Indeed, oil multinationals that were wholly committed to the shale projects are now having a rethink, as the projects become more uneconomical by the day. Shale oil producing countries, such as Turkey, Ukraine and Argentina, Romaian , Poland and Hungary, Germany and South Africa, are now left at crossroads on the way forward to oil boom.

In a latest development, Royal Dutch Shell is pulling back from its shale projects in South Africa due to lower energy prices although it is still seeking an exploration license for the onshore Karoo Basin.

Shell’s South Africa Chairman Bonang Mohale, said a more than halving of crude oil prices since June last year has put high cost projects such as shale gas exploration in jeopardy around the globe. “The reason to go to a low cost holding position … is as a result of a difficult period for world (prices),” Mohale said. Shell’s retreat is a blow to the South African government, which has been criticised by oil firms for delaying issuing exploration licenses, most notably in the Karoo, which is believed to hold up to 390 trillion cubic feet of technically recoverable reserves.

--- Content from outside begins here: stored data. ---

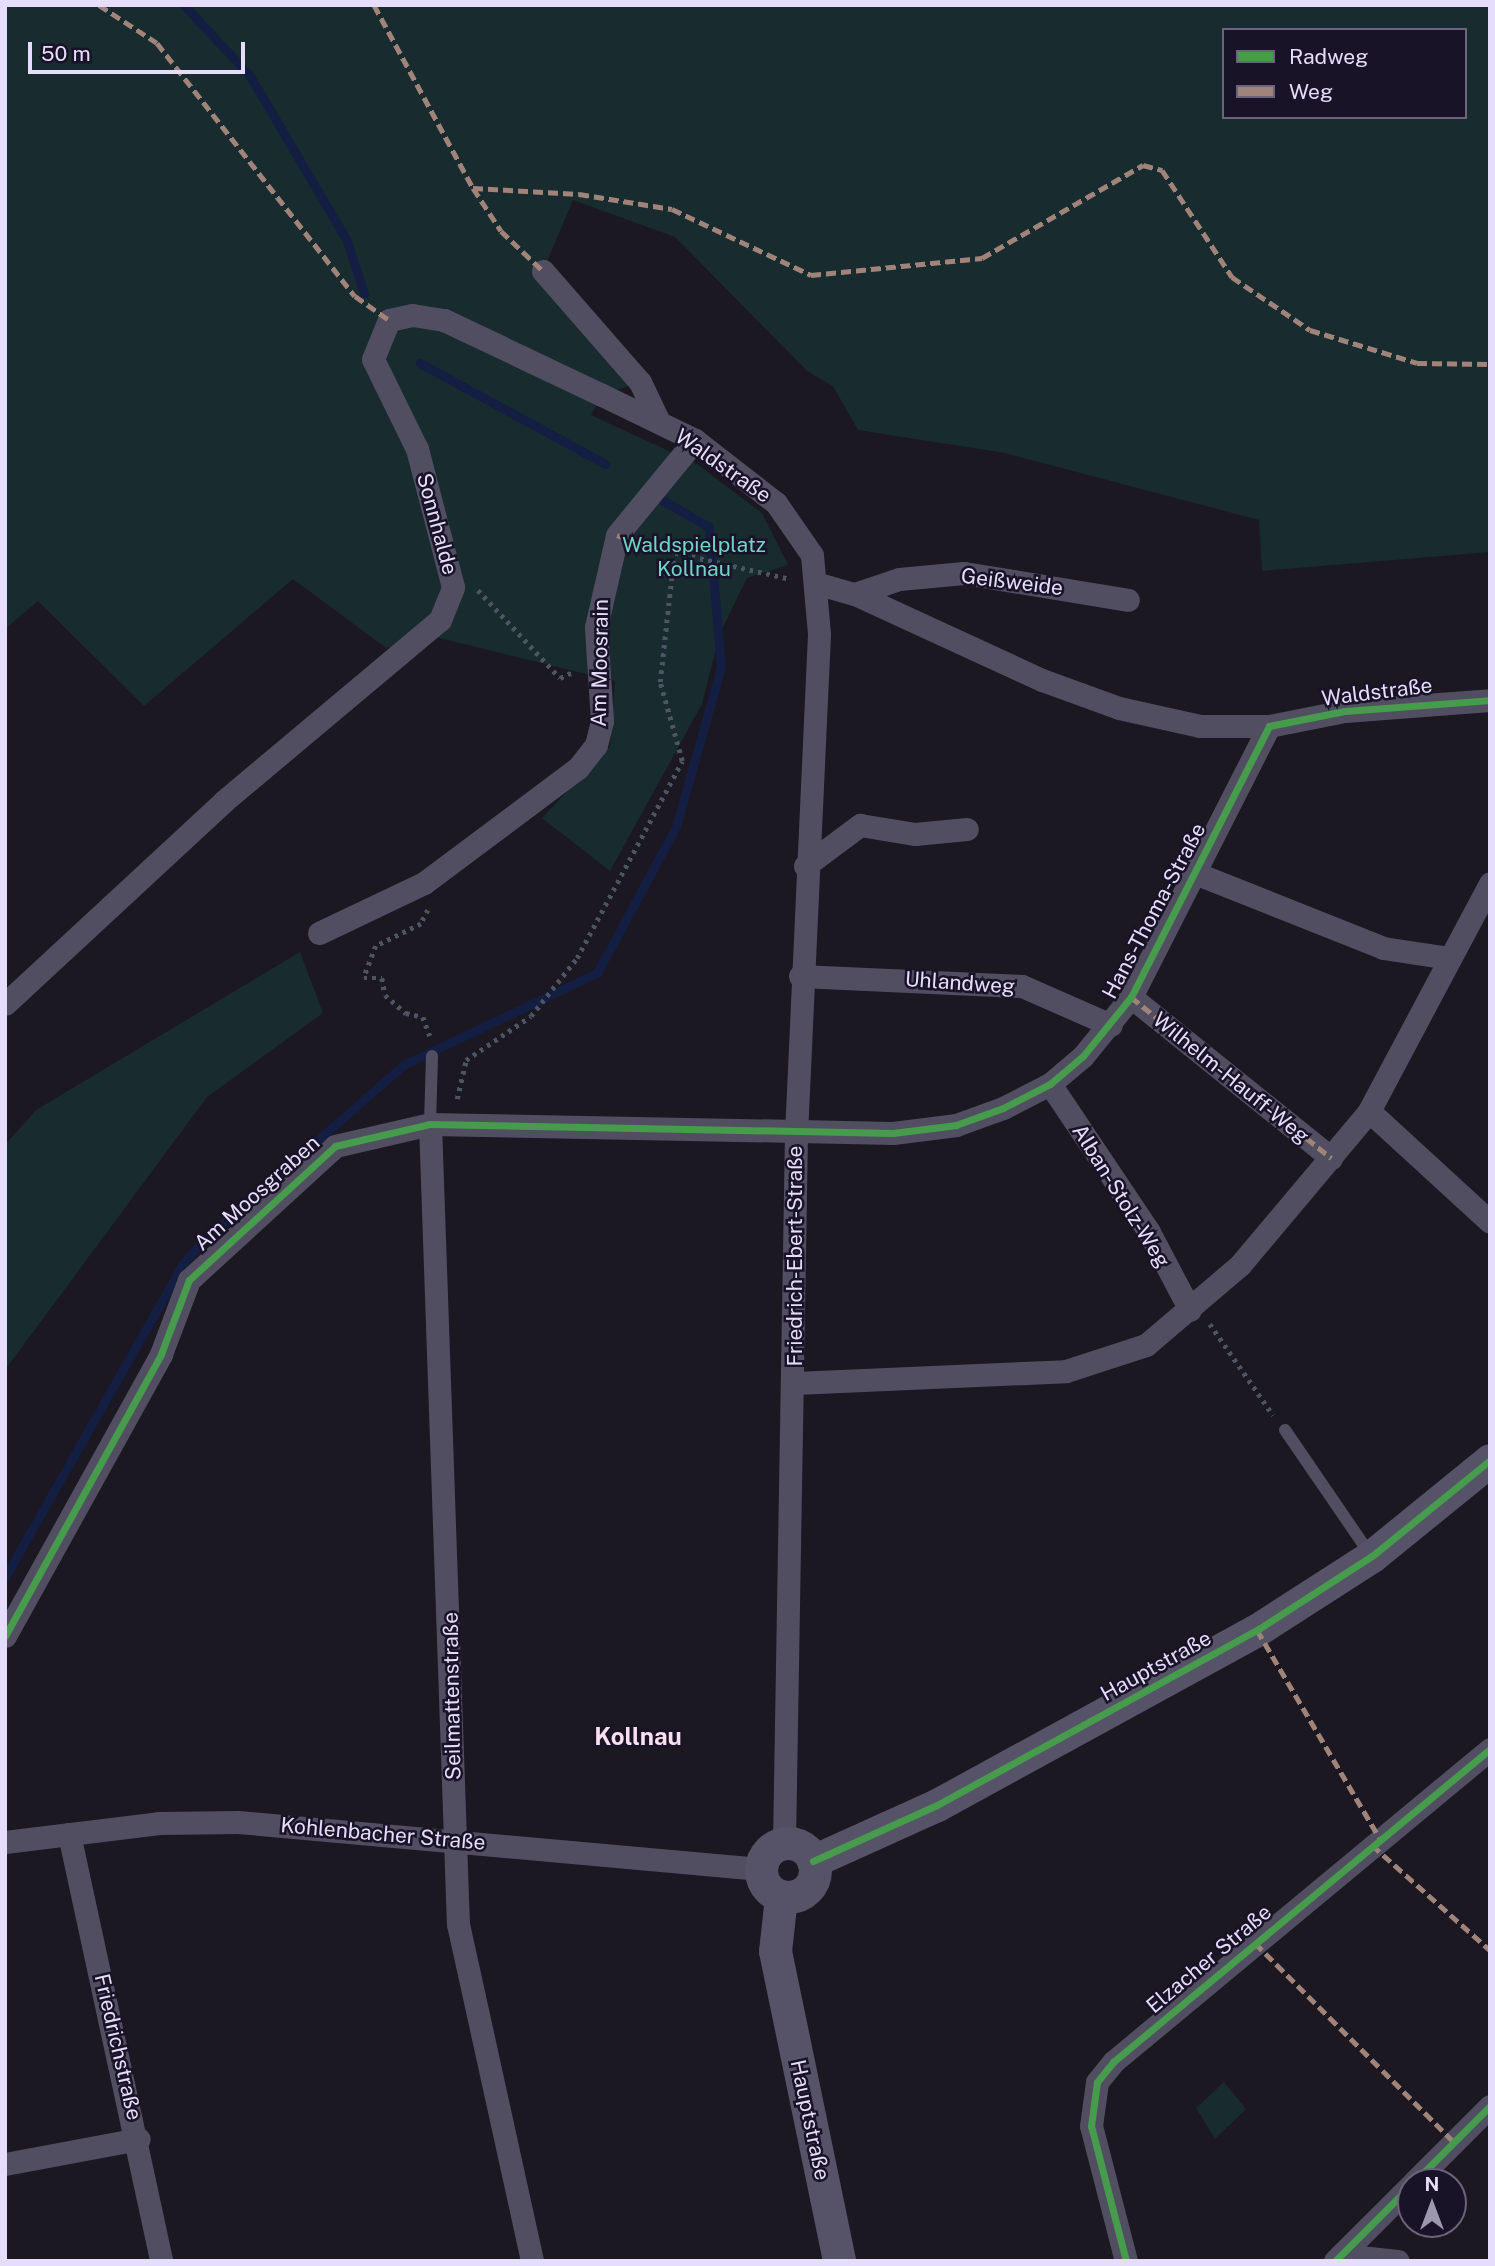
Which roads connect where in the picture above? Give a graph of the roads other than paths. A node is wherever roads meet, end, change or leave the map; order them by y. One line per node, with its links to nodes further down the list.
1 (543, 271): 2 (street, Waldstraße)
2 (659, 422): 3 (street, Waldstraße); 17 (street, Sonnhalde)
3 (695, 440): 4 (street, Waldstraße); 13 (street, Am Moosrain)
4 (819, 584): 5 (street, Waldstraße); 10 (street, Friedrich-Ebert-Straße)
5 (855, 594): 6 (street, Geißweide); 8 (street, Waldstraße)
6 (1128, 600)
7 (1490, 700): 8 (street, Waldstraße)
8 (1269, 726): 11 (street, Hans-Thoma-Straße)
9 (967, 829): 10 (street)
10 (805, 866): 15 (street, Friedrich-Ebert-Straße)
11 (1195, 873): 14 (street); 16 (street, Hans-Thoma-Straße)
12 (1490, 883): 14 (street)
13 (318, 933)
14 (1448, 958): 21 (street)
15 (800, 976): 18 (street, Uhlandweg); 23 (street, Friedrich-Ebert-Straße)
16 (1131, 997): 18 (street, Hans-Thoma-Straße); 24 (street, Wilhelm-Hauff-Weg)
17 (5, 1004)
18 (1111, 1025): 20 (street, Hans-Thoma-Straße)
19 (434, 1052): 22 (lane)
20 (1050, 1084): 23 (street, Hans-Thoma-Straße); 26 (street, Alban-Stolz-Weg)
21 (1369, 1111): 24 (street); 25 (street)
22 (441, 1124): 23 (street, Am Moosgraben); 31 (street, Am Moosgraben); 34 (street, Seilmattenstraße)
23 (796, 1135): 27 (street, Friedrich-Ebert-Straße)
24 (1331, 1158): 26 (street)
25 (1490, 1222)
26 (1190, 1310): 27 (street)
27 (794, 1383): 36 (street, Friedrich-Ebert-Straße)
28 (1284, 1430): 30 (lane)
29 (1490, 1460): 30 (street, Hauptstraße)
30 (1372, 1556): 37 (street, Hauptstraße)
31 (5, 1636)
32 (1490, 1749): 49 (street, Elzacher Straße)
33 (69, 1834): 34 (street, Kohlenbacher Straße); 35 (street, Kohlenbacher Straße); 41 (street, Friedrichstraße)
34 (454, 1840): 38 (street, Kohlenbacher Straße); 47 (street, Seilmattenstraße)
35 (5, 1842)
36 (784, 1844): 37 (street); 38 (street)
37 (813, 1861): 39 (street)
38 (761, 1869): 39 (street)
39 (781, 1897): 48 (street, Hauptstraße)
40 (1490, 2106): 43 (street)
41 (139, 2139): 42 (street); 46 (street, Friedrichstraße)
42 (5, 2164)
43 (1427, 2168)
44 (1397, 2198): 45 (street)
45 (1338, 2258): 50 (street)
46 (161, 2261)
47 (532, 2261)
48 (839, 2261)
49 (1126, 2261)
50 (1398, 2261)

Besides, Chevron Corporation and Exxon Mobil Corporation have reportedly packed up nearly all of their hydraulic fracturing wildcatting in Europe, Russia and China, due to economic considerations for shale oil. Chevron halted its last European fracking operations in February when it pulled out of Romania.

Shell said it is cutting world-wide shale spending by 30 per cent in places including Turkey, Ukraine and Argentina. Exxon has pulled out of Poland and Hungary, and its German fracking operations are on hold. Though the fracking boom has taken off in the U.S. like no other place, the U.S. actually possesses less than 10 per cent of the world’s estimated shale reserves.

Analyst estimated that the shale oil fracking would not be economically viable if the prices of oil continue at below $100 per barrel. OPEC daily basket stood at $50.92 a barrel. However, the Energy Information Administration (EIA) recently revealed that only four countries in the world have produced fracked oil or gas at a commercial scale.

These include the United States, Canada, China and Argentina. The Organisation of Petroleum Exporting Countries (OPEC), in its monthly report for March said US shale oil producers could reduce output late this year if low oil prices continue. Shale oil “producers are aware that typical oil wells in shale play decline 60 per cent yearly, and that losses can only be recouped by drilling new wells. As drilling subsidies due to high costs and a potentially sustained low oil price, a drop in production can be expected to follow, possibly by late 2015.” It stated.